W.E.B Du Bois, a founding member of the National Association for the Advancement of Colored People (NAACP) through most of his life was a staunch integrationist.  In 1934 however he advanced the argument that since integration would not happen in the nation any time soon, African Americans had to take steps to develop their own economic and political resources independent of white help and support.  Du Bois gave this speech on June 26, 1934 as he resigned from the NAACP.

No MORE CRITICAL SITUATION ever faced the Negroes of America than that of today-not in 1830, nor in 1861, nor in 1867. More than ever the appeal of the Negro for elementary justice falls on deaf ears.

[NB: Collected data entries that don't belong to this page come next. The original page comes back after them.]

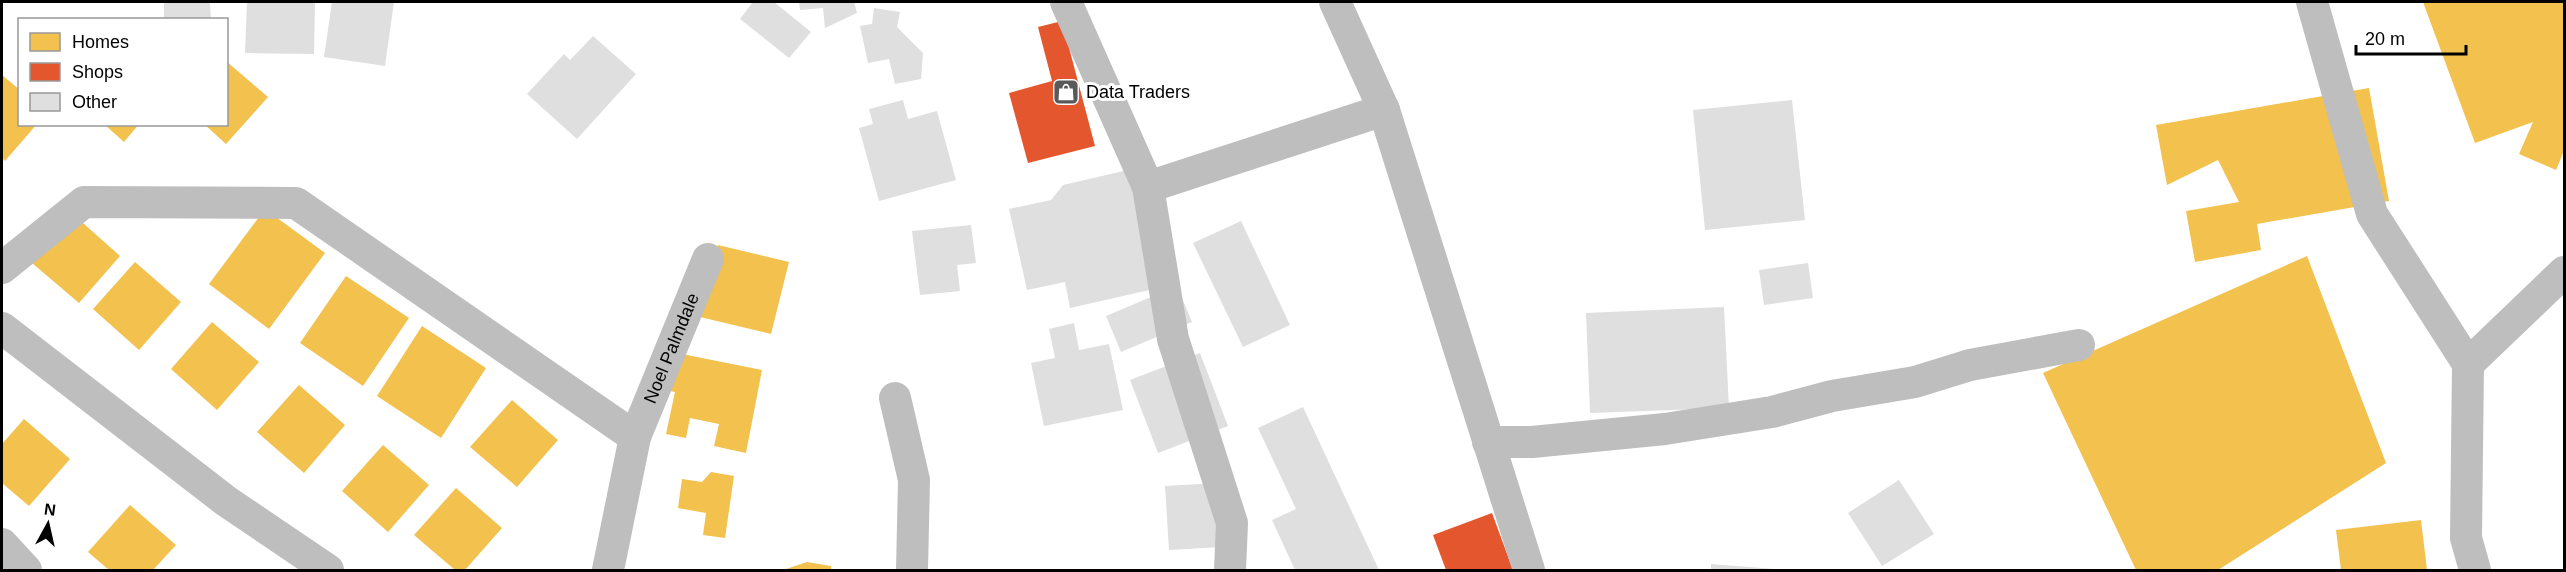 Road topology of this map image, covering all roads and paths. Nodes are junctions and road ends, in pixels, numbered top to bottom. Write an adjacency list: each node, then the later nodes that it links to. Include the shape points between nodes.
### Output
1 (1066, 2): 5 (street)
2 (1335, 2): 4 (street)
3 (2312, 2): 11 (street, via 2372,214)
4 (1384, 110): 5 (street); 14 (street)
5 (1149, 187): 20 (street, via 1173,339 1232,523)
6 (708, 259): 13 (street, Noel Palmdale)
7 (2, 268): 13 (street, via 84,202 297,203)
8 (2565, 273): 11 (street)
9 (2, 328): 17 (street, via 226,501)
10 (2079, 345): 14 (street, via 1772,412 1665,429 1532,442)
11 (2468, 364): 22 (street, via 2466,538)
12 (895, 398): 19 (street, via 914,480)
13 (635, 437): 18 (street, Noel Palmdale)
14 (1488, 442): 21 (street)
15 (2, 544): 16 (street)
16 (26, 570)
17 (328, 570)
18 (608, 570)
19 (912, 570)
20 (1230, 570)
21 (1529, 570)
22 (2475, 570) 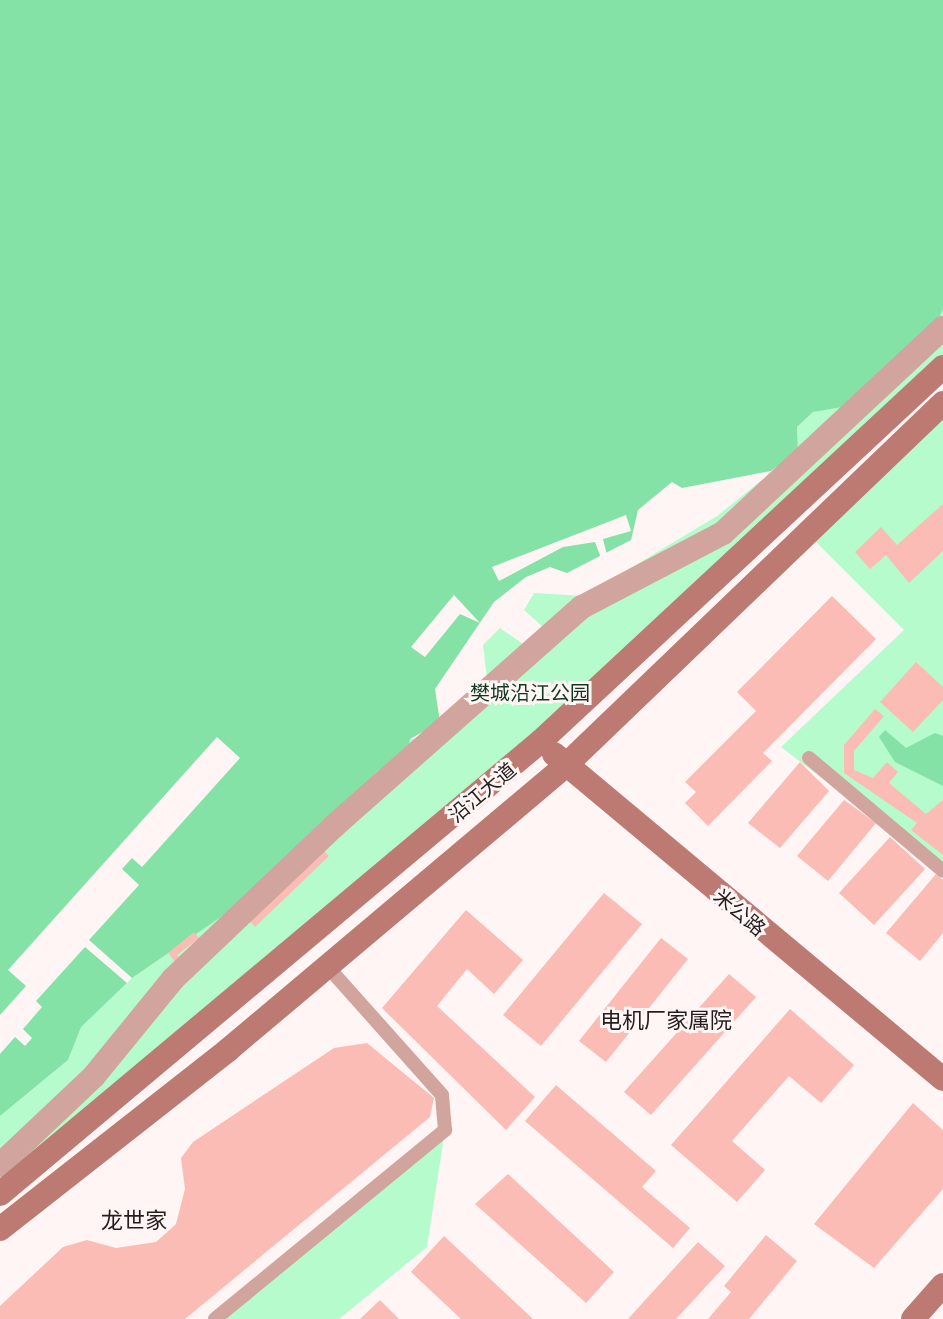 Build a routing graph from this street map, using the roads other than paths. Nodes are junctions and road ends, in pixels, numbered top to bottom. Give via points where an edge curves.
1 (943, 328) edge
2 (943, 367) edge
3 (943, 403) edge
4 (541, 741) junction
5 (809, 758) dead end
6 (565, 766) junction
7 (943, 871) edge
8 (326, 965) junction
9 (943, 1079) edge
10 (0, 1165) edge
11 (0, 1194) edge
12 (0, 1229) edge
13 (943, 1285) edge
14 (215, 1319) edge
15 (913, 1319) edge

1 - 10 street via 723,533 582,607 333,827 173,979 94,1076
2 - 4 main road, 沿江大道
3 - 6 main road, 沿江大道
4 - 6 main road, 米公路
4 - 11 main road, 沿江大道
5 - 7 lane
6 - 8 main road, 沿江大道
6 - 9 main road, 米公路
8 - 12 main road, 沿江大道
8 - 14 lane via 442,1095 445,1130
13 - 15 main road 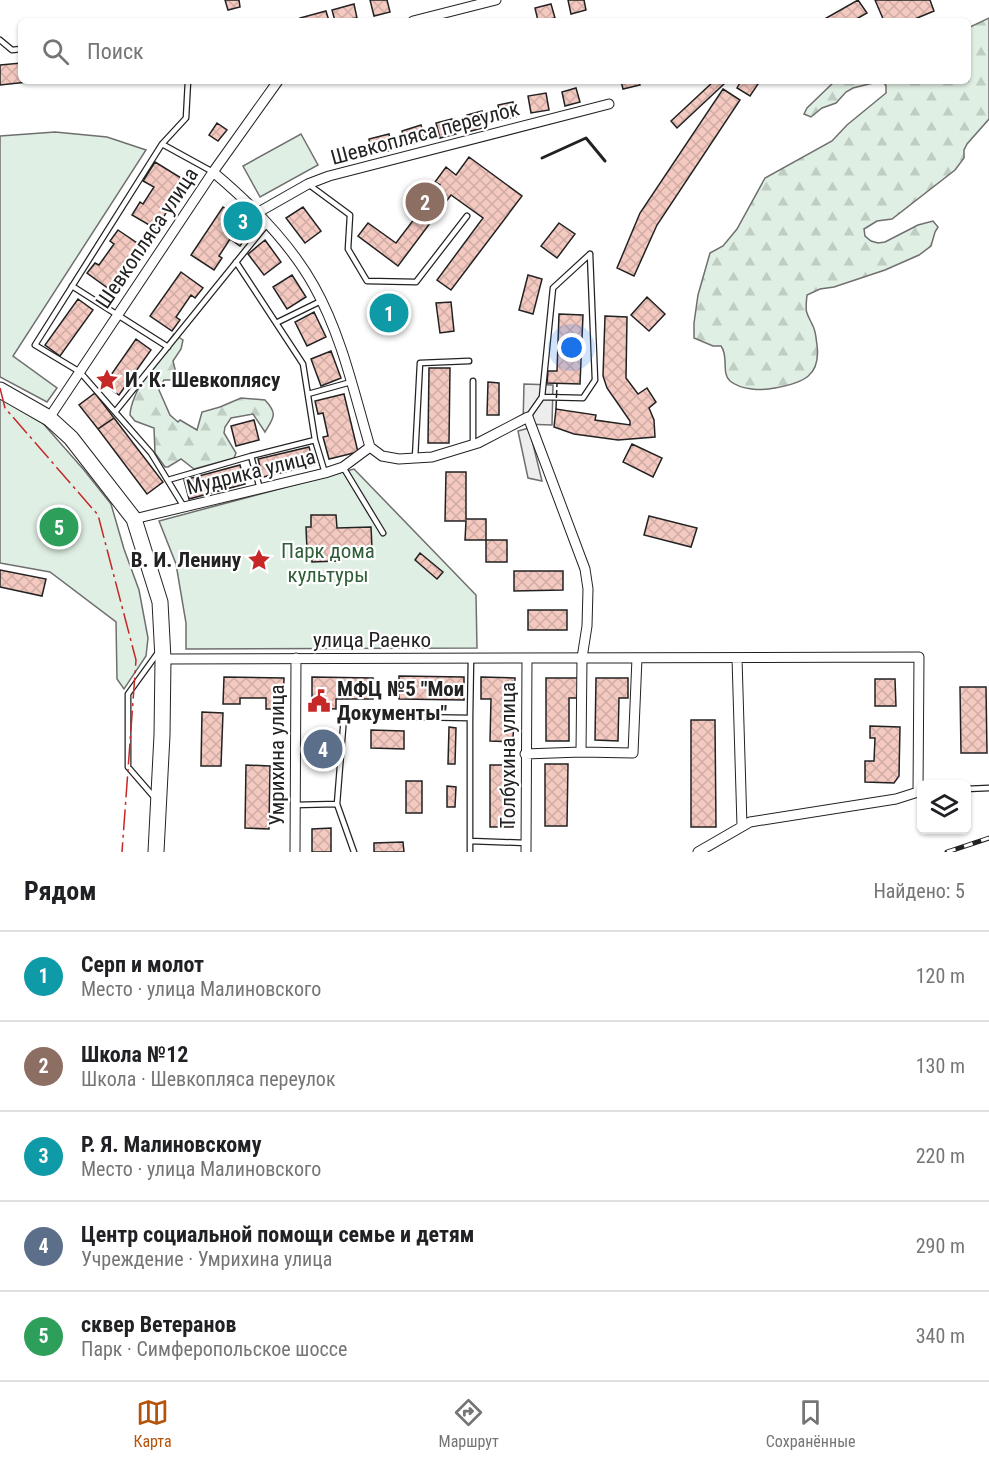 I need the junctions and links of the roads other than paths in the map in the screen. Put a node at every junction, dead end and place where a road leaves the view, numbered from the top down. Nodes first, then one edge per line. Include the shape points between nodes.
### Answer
1 (496, 0) edge
2 (424, 18) edge
3 (0, 40) edge
4 (18, 49) edge
5 (188, 84) edge
6 (276, 84) edge
7 (609, 104) dead end
8 (162, 144) junction
9 (213, 172) junction
10 (309, 184) junction
11 (257, 213) junction
12 (467, 216) dead end
13 (267, 224) junction
14 (236, 262) junction
15 (72, 286) junction
16 (321, 301) junction
17 (117, 314) junction
18 (276, 323) junction
19 (168, 347) junction
20 (469, 361) dead end
21 (80, 372) junction
22 (473, 381) dead end
23 (351, 382) junction
24 (0, 390) edge
25 (308, 394) junction
26 (542, 397) junction
27 (115, 412) junction
28 (528, 417) junction
29 (49, 418) junction
30 (315, 440) junction
31 (472, 444) junction
32 (370, 447) junction
33 (251, 456) junction
34 (415, 458) junction
35 (343, 467) junction
36 (325, 473) junction
37 (168, 480) junction
38 (260, 489) junction
39 (184, 507) junction
40 (134, 519) junction
41 (383, 533) dead end
42 (163, 652) junction
43 (296, 658) junction
44 (471, 658) junction
45 (527, 658) junction
46 (582, 658) junction
47 (637, 658) junction
48 (737, 658) junction
49 (470, 718) junction
50 (581, 752) junction
51 (525, 754) junction
52 (920, 780) edge
53 (989, 788) edge
54 (971, 789) edge
55 (917, 793) edge
56 (159, 803) junction
57 (337, 804) junction
58 (295, 806) junction
59 (742, 826) junction
60 (470, 841) junction
61 (526, 848) edge
62 (156, 852) edge
63 (295, 852) edge
64 (354, 852) edge
65 (470, 852) edge
66 (698, 852) edge

1 - 2 street
3 - 4 lane via 12,50
5 - 8 lane via 186,118
6 - 9 street, Шевкопляса улица
7 - 10 street, Шевкопляса переулок
8 - 9 lane
8 - 15 lane
9 - 11 street
9 - 17 street, Шевкопляса улица
10 - 11 street, Шевкопляса переулок
10 - 12 lane via 350,215 348,249 367,280 416,282
11 - 13 street
13 - 14 lane
13 - 16 street via 314,285
14 - 18 lane
14 - 19 lane
15 - 17 lane
15 - 21 lane via 34,345
16 - 18 lane
16 - 23 street
17 - 19 lane
17 - 21 street, Шевкопляса улица
18 - 25 lane via 303,364
19 - 27 lane
20 - 34 lane via 420,363
21 - 27 lane
21 - 29 street, Шевкопляса улица
22 - 31 lane
23 - 25 lane
23 - 32 street
24 - 29 main road
25 - 30 lane
26 - 26 lane via 583,398 595,380 590,254 553,288
26 - 28 lane
27 - 37 lane via 151,453
28 - 31 street
28 - 46 street via 585,569 588,607
29 - 40 main road via 70,438
30 - 33 lane
30 - 36 lane
31 - 34 street via 432,457
32 - 34 street via 382,456
32 - 35 street, Мудрика улица
33 - 37 lane
33 - 38 lane
35 - 36 street, Мудрика улица
35 - 41 lane
36 - 38 street, Мудрика улица
37 - 39 lane
38 - 39 street, Мудрика улица
39 - 40 street, Мудрика улица
40 - 42 main road via 160,602
42 - 43 street, улица Раенко
42 - 56 main road
42 - 56 lane via 128,694 128,767
43 - 44 street, улица Раенко
43 - 58 street, Умрихина улица
44 - 45 street, улица Раенко
44 - 49 lane
45 - 46 street, улица Раенко
45 - 51 street, Толбухина улица
46 - 47 street, улица Раенко
46 - 50 street
47 - 48 street, улица Раенко
47 - 50 street via 633,753
48 - 52 street, улица Раенко via 919,657
48 - 59 street
49 - 57 lane via 344,716
49 - 60 lane
50 - 51 street
51 - 61 street, Толбухина улица
53 - 54 lane
55 - 59 street
56 - 62 main road
57 - 58 lane
57 - 64 lane
58 - 63 street, Умрихина улица
59 - 66 street
60 - 61 lane
60 - 65 lane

Three-fourths of us are disfranchised; yet no writer on democratic reform, no third-party movement says a word about Negroes. The Bull Moose crusade in 1912 refused to notice them; the La Follette uprising in 1924 was hardly aware of them; the Socialists still keep them in the background. Negro children are systematically denied education; when the National Educational Association asks for federal aid to education it permits discrimination to be perpetuated by the present local authorities. Once or twice a month Negroes convicted of no crime are openly and publicly lynched, and even burned; yet a National Crime Convention is brought to perfunctory and unwilling notice of this only by mass picketing and all but illegal agitation. When a man with every qualification is refused a position simply because his great-grandfather was black, there is not a ripple of comment or protest.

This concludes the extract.